Ⅰ.問題意識と研究目的
戦後の農業政策は,農業基本法の施行(1961年)以降,農地流動の進展による「生産性向上=構造改善」が目指されてきた.本研究は,日本における農地政策と農地流動の展開過程を追ったうえで,それぞれの時期における農地流動の地域的特徴について明らかにすることを目的とする.
Ⅱ.戦後農地政策と農地流動の全国的展開
戦後日本における農地流動は,農業政策との関連から3時期に整理できる.
第1期(1952~1974年):「農地法」の下で,1960年代半ばまでの農地流動は売買を中心に展開した.しかし,これ以降,売買による農地流動は約7万ha台(全体の約65%,以下同様)にとどまった.賃貸借による流動は1952年の5,948ha(21.0%)以降,1970年には1,838ha(1.7%)へと減少しつづけた. このような農地流動の停滞を打開し,とくに賃貸借による農地流動を促進させるため,「農地法」が1962年に一部改正された後,1970年に大幅に改正された.ここでは主に農地取得の上限面積の制限を撤廃するとともに,賃貸借関係の規制が緩和された.しかし,農地流動は依然として停滞を続けた.
第2期(1975~1992年):1975年以降における農地流動は,面積的には約10万haで停滞を続けたが,「農用地利用増進事業」とその法制化を契機として,賃貸借が1975年の5,920ha(全体の6.1%)から,1992年の58,708ha(52.8%)へと拡大した.
第3期(1993年~現在):当時期における農地流動の最大の特徴は,「農業経営基盤強化促進法」の施行(1993年)を受けて,第2期をとおして停滞していた農地流動が,賃貸借を軸としながら拡大基調へと転じたことにある.1993年時点で113,420haであった農地流動面積が,2000年には146,173ha,2010年には191,893haへと拡大した. 賃貸借面積は,1993年に64,157ha(71.0%)であったものが2000年には103,875ha(71.1%),2010年時点では154,506ha(84.6%)と拡大した.これに対して,売買面積は1993年以降,約3万ha台(15%台)を推移しており,横ばいの傾向にある.
Ⅲ.農地流動の地域的展開
第1期(1955・1970年):売買率(耕地面積に対する売買面積の割合)の全国平均は,1955年の0.72%から70年の1.26%となり,賃貸借率は55年の0.10%から70年の0.06%となった.第1期をとおして売買率が全国平均よりも高い地域は,北海道および南九州地方の諸県であり,大阪府や京都府といった大都市部においても進展していた.賃貸借率が全国平均よりも高い地域は中国地方の諸県であり,これらに北海道が次いでいた.

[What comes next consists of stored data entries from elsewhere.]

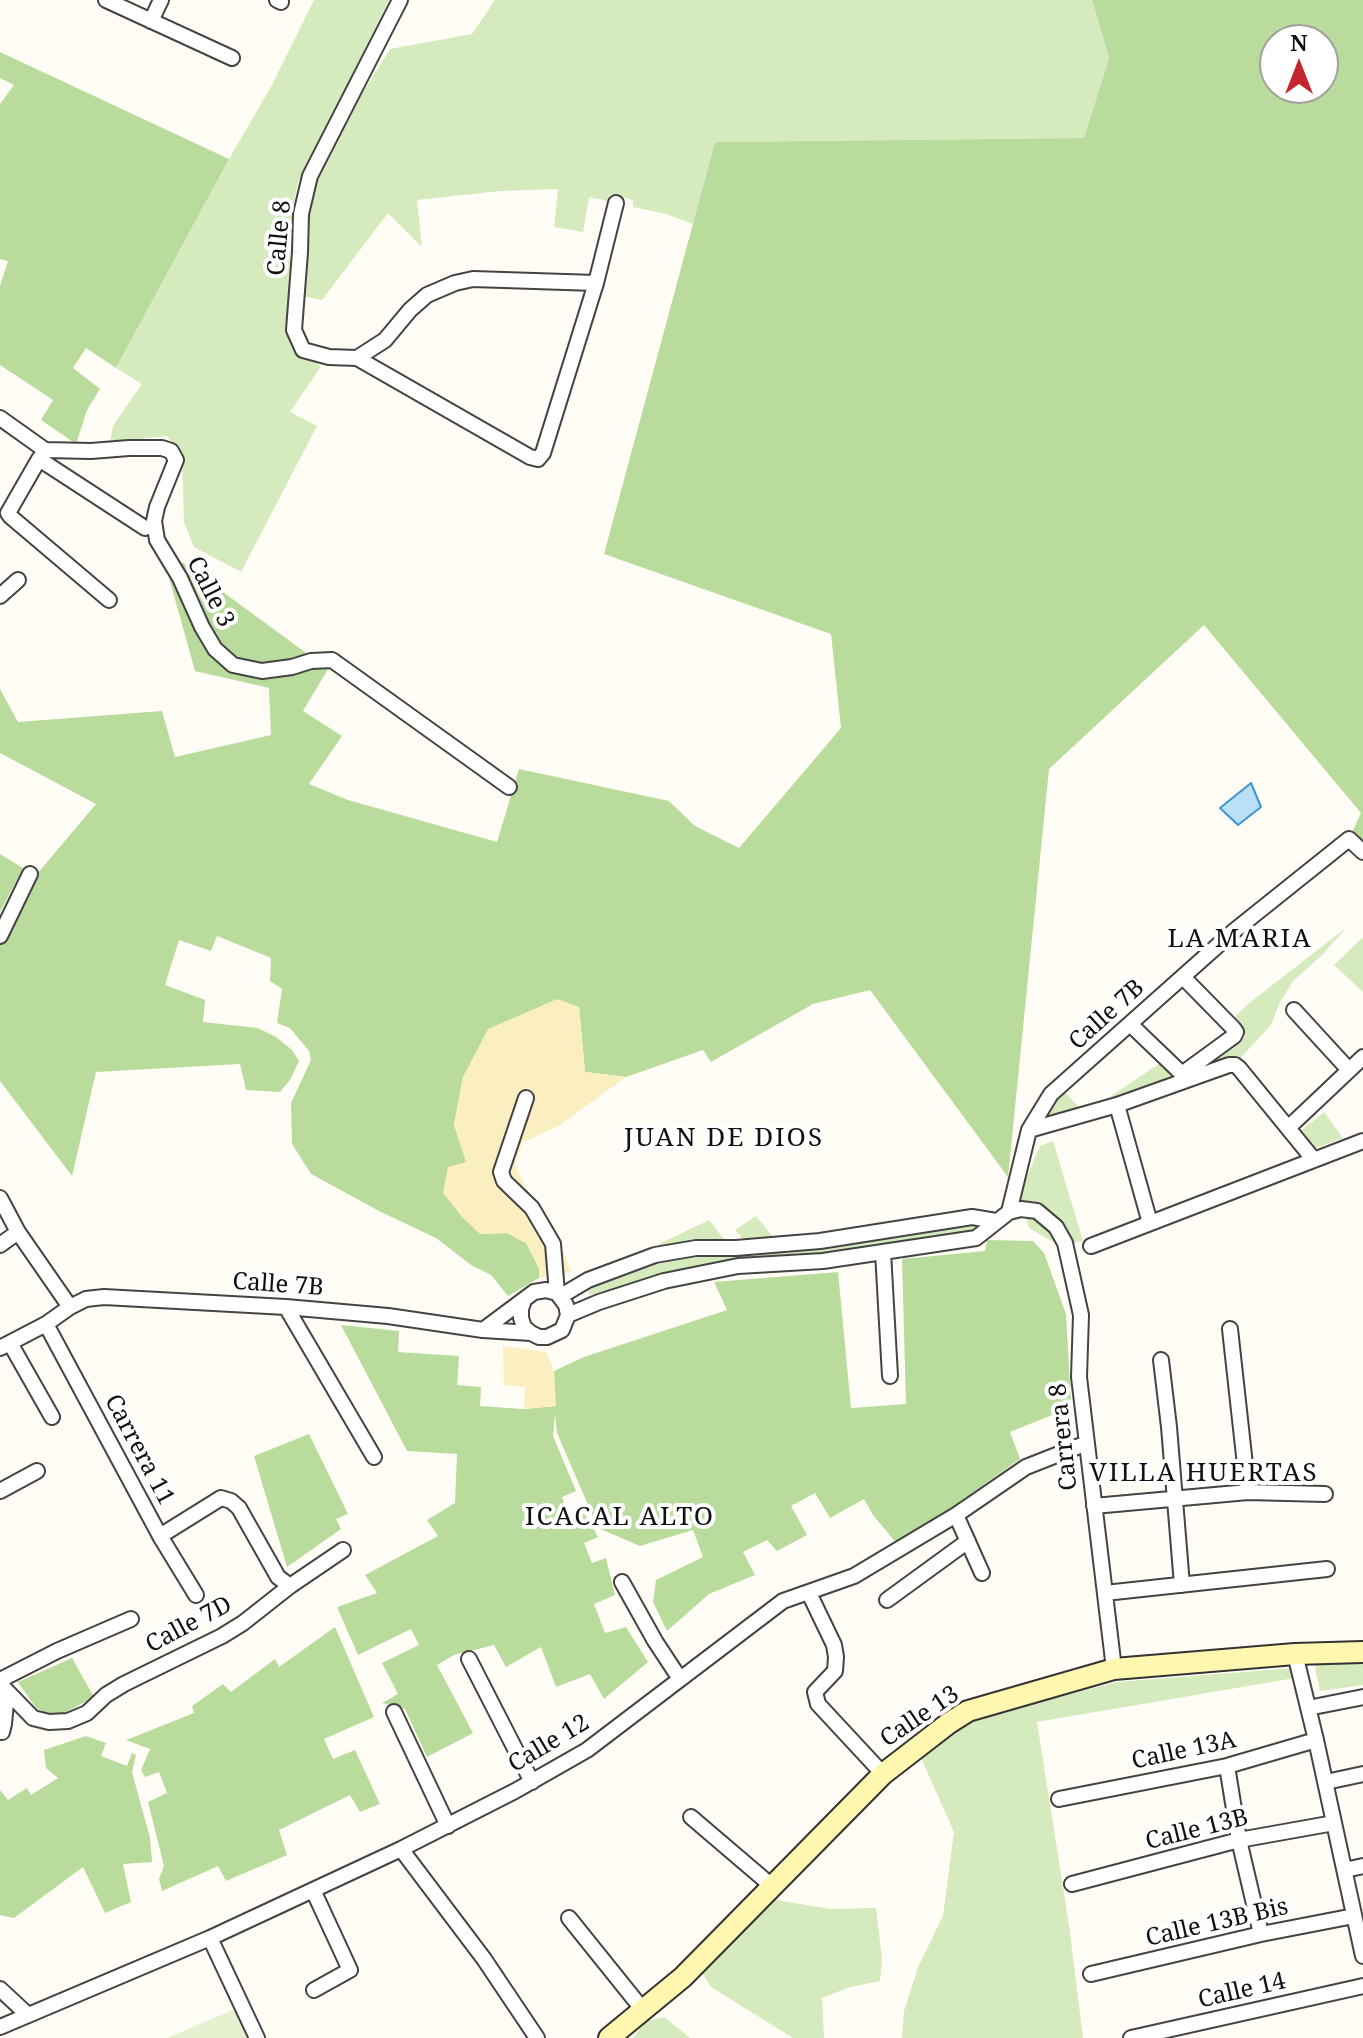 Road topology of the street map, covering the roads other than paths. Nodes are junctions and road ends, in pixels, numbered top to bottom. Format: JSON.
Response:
{"nodes":[{"id":1,"x":106,"y":0,"type":"edge"},
{"id":2,"x":161,"y":0,"type":"edge"},
{"id":3,"x":400,"y":0,"type":"edge"},
{"id":4,"x":151,"y":21,"type":"junction"},
{"id":5,"x":232,"y":58,"type":"dead end"},
{"id":6,"x":616,"y":203,"type":"dead end"},
{"id":7,"x":596,"y":283,"type":"junction"},
{"id":8,"x":357,"y":358,"type":"junction"},
{"id":9,"x":0,"y":418,"type":"edge"},
{"id":10,"x":42,"y":455,"type":"junction"},
{"id":11,"x":145,"y":528,"type":"dead end"},
{"id":12,"x":18,"y":580,"type":"dead end"},
{"id":13,"x":0,"y":596,"type":"edge"},
{"id":14,"x":109,"y":600,"type":"dead end"},
{"id":15,"x":509,"y":787,"type":"dead end"},
{"id":16,"x":1363,"y":852,"type":"edge"},
{"id":17,"x":30,"y":874,"type":"dead end"},
{"id":18,"x":0,"y":936,"type":"edge"},
{"id":19,"x":1183,"y":977,"type":"junction"},
{"id":20,"x":1294,"y":1010,"type":"dead end"},
{"id":21,"x":1130,"y":1024,"type":"junction"},
{"id":22,"x":1363,"y":1057,"type":"edge"},
{"id":23,"x":1349,"y":1070,"type":"junction"},
{"id":24,"x":526,"y":1098,"type":"dead end"},
{"id":25,"x":1117,"y":1105,"type":"junction"},
{"id":26,"x":1288,"y":1128,"type":"junction"},
{"id":27,"x":1029,"y":1130,"type":"junction"},
{"id":28,"x":1363,"y":1141,"type":"edge"},
{"id":29,"x":1314,"y":1160,"type":"junction"},
{"id":30,"x":0,"y":1198,"type":"edge"},
{"id":31,"x":1003,"y":1216,"type":"junction"},
{"id":32,"x":1150,"y":1223,"type":"junction"},
{"id":33,"x":18,"y":1232,"type":"junction"},
{"id":34,"x":0,"y":1245,"type":"edge"},
{"id":35,"x":1091,"y":1246,"type":"dead end"},
{"id":36,"x":883,"y":1252,"type":"junction"},
{"id":37,"x":559,"y":1295,"type":"junction"},
{"id":38,"x":524,"y":1300,"type":"junction"},
{"id":39,"x":70,"y":1307,"type":"junction"},
{"id":40,"x":286,"y":1307,"type":"junction"},
{"id":41,"x":568,"y":1315,"type":"junction"},
{"id":42,"x":46,"y":1324,"type":"junction"},
{"id":43,"x":1230,"y":1329,"type":"dead end"},
{"id":44,"x":483,"y":1330,"type":"junction"},
{"id":45,"x":531,"y":1333,"type":"junction"},
{"id":46,"x":5,"y":1345,"type":"edge"},
{"id":47,"x":1161,"y":1360,"type":"dead end"},
{"id":48,"x":890,"y":1376,"type":"dead end"},
{"id":49,"x":52,"y":1417,"type":"dead end"},
{"id":50,"x":1087,"y":1443,"type":"junction"},
{"id":51,"x":374,"y":1457,"type":"dead end"},
{"id":52,"x":37,"y":1471,"type":"dead end"},
{"id":53,"x":0,"y":1491,"type":"edge"},
{"id":54,"x":1248,"y":1492,"type":"junction"},
{"id":55,"x":1325,"y":1494,"type":"dead end"},
{"id":56,"x":1176,"y":1499,"type":"junction"},
{"id":57,"x":1094,"y":1506,"type":"junction"},
{"id":58,"x":956,"y":1515,"type":"junction"},
{"id":59,"x":160,"y":1536,"type":"junction"},
{"id":60,"x":968,"y":1541,"type":"junction"},
{"id":61,"x":343,"y":1550,"type":"dead end"},
{"id":62,"x":1327,"y":1569,"type":"dead end"},
{"id":63,"x":982,"y":1573,"type":"dead end"},
{"id":64,"x":622,"y":1582,"type":"dead end"},
{"id":65,"x":1182,"y":1585,"type":"junction"},
{"id":66,"x":290,"y":1586,"type":"junction"},
{"id":67,"x":809,"y":1593,"type":"junction"},
{"id":68,"x":1105,"y":1593,"type":"junction"},
{"id":69,"x":196,"y":1595,"type":"dead end"},
{"id":70,"x":887,"y":1600,"type":"dead end"},
{"id":71,"x":131,"y":1619,"type":"dead end"},
{"id":72,"x":1363,"y":1652,"type":"edge"},
{"id":73,"x":1295,"y":1654,"type":"junction"},
{"id":74,"x":469,"y":1659,"type":"dead end"},
{"id":75,"x":1114,"y":1669,"type":"junction"},
{"id":76,"x":680,"y":1679,"type":"junction"},
{"id":77,"x":2,"y":1685,"type":"edge"},
{"id":78,"x":1363,"y":1697,"type":"edge"},
{"id":79,"x":1308,"y":1708,"type":"junction"},
{"id":80,"x":394,"y":1712,"type":"dead end"},
{"id":81,"x":0,"y":1732,"type":"edge"},
{"id":82,"x":1316,"y":1740,"type":"junction"},
{"id":83,"x":1227,"y":1766,"type":"junction"},
{"id":84,"x":883,"y":1774,"type":"junction"},
{"id":85,"x":1363,"y":1774,"type":"edge"},
{"id":86,"x":532,"y":1782,"type":"junction"},
{"id":87,"x":1326,"y":1782,"type":"junction"},
{"id":88,"x":1059,"y":1799,"type":"dead end"},
{"id":89,"x":691,"y":1817,"type":"dead end"},
{"id":90,"x":1334,"y":1823,"type":"junction"},
{"id":91,"x":448,"y":1826,"type":"junction"},
{"id":92,"x":1239,"y":1840,"type":"junction"},
{"id":93,"x":401,"y":1849,"type":"junction"},
{"id":94,"x":1363,"y":1866,"type":"edge"},
{"id":95,"x":1345,"y":1870,"type":"junction"},
{"id":96,"x":1072,"y":1884,"type":"dead end"},
{"id":97,"x":773,"y":1887,"type":"junction"},
{"id":98,"x":313,"y":1890,"type":"junction"},
{"id":99,"x":1354,"y":1916,"type":"junction"},
{"id":100,"x":569,"y":1918,"type":"dead end"},
{"id":101,"x":1261,"y":1934,"type":"junction"},
{"id":102,"x":210,"y":1938,"type":"junction"},
{"id":103,"x":1363,"y":1956,"type":"edge"},
{"id":104,"x":1091,"y":1974,"type":"dead end"},
{"id":105,"x":1363,"y":1986,"type":"edge"},
{"id":106,"x":0,"y":1989,"type":"edge"},
{"id":107,"x":314,"y":1990,"type":"dead end"},
{"id":108,"x":643,"y":2010,"type":"junction"},
{"id":109,"x":28,"y":2015,"type":"junction"},
{"id":110,"x":0,"y":2027,"type":"edge"},
{"id":111,"x":257,"y":2038,"type":"edge"},
{"id":112,"x":537,"y":2038,"type":"edge"},
{"id":113,"x":609,"y":2038,"type":"edge"},
{"id":114,"x":1131,"y":2038,"type":"edge"}],
"edges":[{"from":1,"to":4,"type":"street"},
{"from":2,"to":4,"type":"street"},
{"from":3,"to":8,"type":"street","name":"Calle 8"},
{"from":4,"to":5,"type":"street"},
{"from":6,"to":7,"type":"street"},
{"from":7,"to":8,"type":"street"},
{"from":7,"to":8,"type":"street"},
{"from":9,"to":10,"type":"street"},
{"from":10,"to":11,"type":"street"},
{"from":10,"to":14,"type":"street"},
{"from":10,"to":15,"type":"street","name":"Calle 3"},
{"from":12,"to":13,"type":"street"},
{"from":16,"to":19,"type":"street","name":"Calle 7B"},
{"from":17,"to":18,"type":"street"},
{"from":19,"to":21,"type":"street","name":"Calle 7B"},
{"from":19,"to":21,"type":"street"},
{"from":20,"to":23,"type":"street"},
{"from":21,"to":27,"type":"street","name":"Calle 7B"},
{"from":22,"to":23,"type":"street"},
{"from":23,"to":26,"type":"street"},
{"from":24,"to":37,"type":"street"},
{"from":25,"to":26,"type":"street"},
{"from":25,"to":27,"type":"street"},
{"from":25,"to":32,"type":"street"},
{"from":26,"to":29,"type":"street"},
{"from":27,"to":31,"type":"street","name":"Calle 7B"},
{"from":28,"to":29,"type":"street"},
{"from":29,"to":32,"type":"street"},
{"from":30,"to":33,"type":"street"},
{"from":31,"to":36,"type":"street"},
{"from":31,"to":37,"type":"street"},
{"from":31,"to":50,"type":"street","name":"Carrera 8"},
{"from":32,"to":35,"type":"street"},
{"from":33,"to":34,"type":"street"},
{"from":33,"to":39,"type":"street"},
{"from":36,"to":41,"type":"street"},
{"from":36,"to":48,"type":"street"},
{"from":37,"to":38,"type":"street"},
{"from":37,"to":41,"type":"street"},
{"from":38,"to":44,"type":"street"},
{"from":38,"to":45,"type":"street"},
{"from":39,"to":40,"type":"street","name":"Calle 7B"},
{"from":39,"to":42,"type":"street"},
{"from":40,"to":44,"type":"street","name":"Calle 7B"},
{"from":40,"to":51,"type":"street"},
{"from":41,"to":45,"type":"street"},
{"from":42,"to":46,"type":"street"},
{"from":42,"to":59,"type":"street","name":"Carrera 11"},
{"from":43,"to":54,"type":"street"},
{"from":44,"to":45,"type":"street","name":"Calle 7B"},
{"from":46,"to":49,"type":"street"},
{"from":47,"to":56,"type":"street"},
{"from":50,"to":57,"type":"street","name":"Carrera 8"},
{"from":50,"to":58,"type":"street","name":"Calle 12"},
{"from":52,"to":53,"type":"street"},
{"from":54,"to":55,"type":"street"},
{"from":54,"to":56,"type":"street"},
{"from":56,"to":57,"type":"street"},
{"from":56,"to":65,"type":"street"},
{"from":57,"to":68,"type":"street","name":"Carrera 8"},
{"from":58,"to":60,"type":"street"},
{"from":58,"to":67,"type":"street","name":"Calle 12"},
{"from":59,"to":66,"type":"street"},
{"from":59,"to":69,"type":"street","name":"Carrera 11"},
{"from":60,"to":63,"type":"street"},
{"from":60,"to":70,"type":"street"},
{"from":61,"to":66,"type":"street","name":"Calle 7D"},
{"from":62,"to":65,"type":"street"},
{"from":64,"to":76,"type":"street"},
{"from":65,"to":68,"type":"street"},
{"from":66,"to":77,"type":"street","name":"Calle 7D"},
{"from":67,"to":76,"type":"street","name":"Calle 12"},
{"from":67,"to":84,"type":"street"},
{"from":68,"to":75,"type":"street","name":"Carrera 8"},
{"from":71,"to":77,"type":"street"},
{"from":72,"to":73,"type":"main road","name":"Calle 13"},
{"from":73,"to":75,"type":"main road","name":"Calle 13"},
{"from":73,"to":79,"type":"street"},
{"from":74,"to":86,"type":"street"},
{"from":75,"to":84,"type":"main road","name":"Calle 13"},
{"from":76,"to":86,"type":"street","name":"Calle 12"},
{"from":77,"to":81,"type":"street"},
{"from":78,"to":79,"type":"street"},
{"from":79,"to":82,"type":"street"},
{"from":80,"to":91,"type":"street"},
{"from":82,"to":83,"type":"street","name":"Calle 13A"},
{"from":82,"to":87,"type":"street"},
{"from":83,"to":88,"type":"street","name":"Calle 13A"},
{"from":83,"to":92,"type":"street"},
{"from":84,"to":97,"type":"main road","name":"Calle 13"},
{"from":85,"to":87,"type":"street"},
{"from":86,"to":91,"type":"street","name":"Calle 12"},
{"from":87,"to":90,"type":"street"},
{"from":89,"to":97,"type":"street"},
{"from":90,"to":92,"type":"street","name":"Calle 13B"},
{"from":90,"to":95,"type":"street"},
{"from":91,"to":93,"type":"street","name":"Calle 12"},
{"from":92,"to":96,"type":"street","name":"Calle 13B"},
{"from":92,"to":101,"type":"street"},
{"from":93,"to":98,"type":"street","name":"Calle 12"},
{"from":93,"to":112,"type":"street"},
{"from":94,"to":95,"type":"street"},
{"from":95,"to":99,"type":"street"},
{"from":97,"to":108,"type":"main road","name":"Calle 13"},
{"from":98,"to":102,"type":"street","name":"Calle 12"},
{"from":98,"to":107,"type":"street"},
{"from":99,"to":101,"type":"street","name":"Calle 13B Bis"},
{"from":99,"to":103,"type":"street"},
{"from":100,"to":108,"type":"street"},
{"from":101,"to":104,"type":"street","name":"Calle 13B Bis"},
{"from":102,"to":109,"type":"street","name":"Calle 12"},
{"from":102,"to":111,"type":"street"},
{"from":105,"to":114,"type":"street","name":"Calle 14"},
{"from":106,"to":109,"type":"street"},
{"from":108,"to":113,"type":"main road","name":"Calle 13"},
{"from":109,"to":110,"type":"street","name":"Calle 12"}]}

第2期(1980・1990年):第1期に比べ,売買率の全国平均が低下した一方で,賃貸借率は上昇した(売買率;80年:0.75%,90年:0.67%,賃貸借率;80年:0.47%,90年:1.18%).売買が進展する地域は,北海道および南九州の諸県に限定されるようになった.一方,賃貸借は,中国地方を筆頭に北から北海道,北陸地方,沖縄県を含む九州地方諸県などで,進展地域の拡大がみられた.
第3期(2000・2010年):売買率(2000年:0.68%,10年:0.71%)は停滞し続けている一方で,賃貸借率(2000年:1.72%,10年:3.18%)はさらに上昇している.売買の進展地域は北海道および沖縄県に限られているのに対して,賃貸借は,中国地方を筆頭に北海道,北陸地方,北九州地方の諸県で進展している.とはいえ,これら諸地域の賃貸借率も約3~5%台であることに注目しておきたい.
Ⅳ.結論
①日本における農地流動は,1970年代までは売買を軸に進展していたが,これ以降は賃貸借を中心としたものに変化した.農地流動は第3期以降,大幅に拡大している.
②農地流動の進展地域は売買と賃貸借とで異なるものの,北海道や北陸地方など特定の地域で進展する傾向にある.
しかし,農地流動が進展している地域でさえ,耕地面積に対する農地流動面積の割合でみれば,わずか数%に過ぎない.このことは,農業政策上の課題として農地流動の進展が長期的に掲げられている以上,看過できない事実である.このような現状のなかで,農地流動の進展による「生産性向上=構造改善」の方向性が問われているといえよう.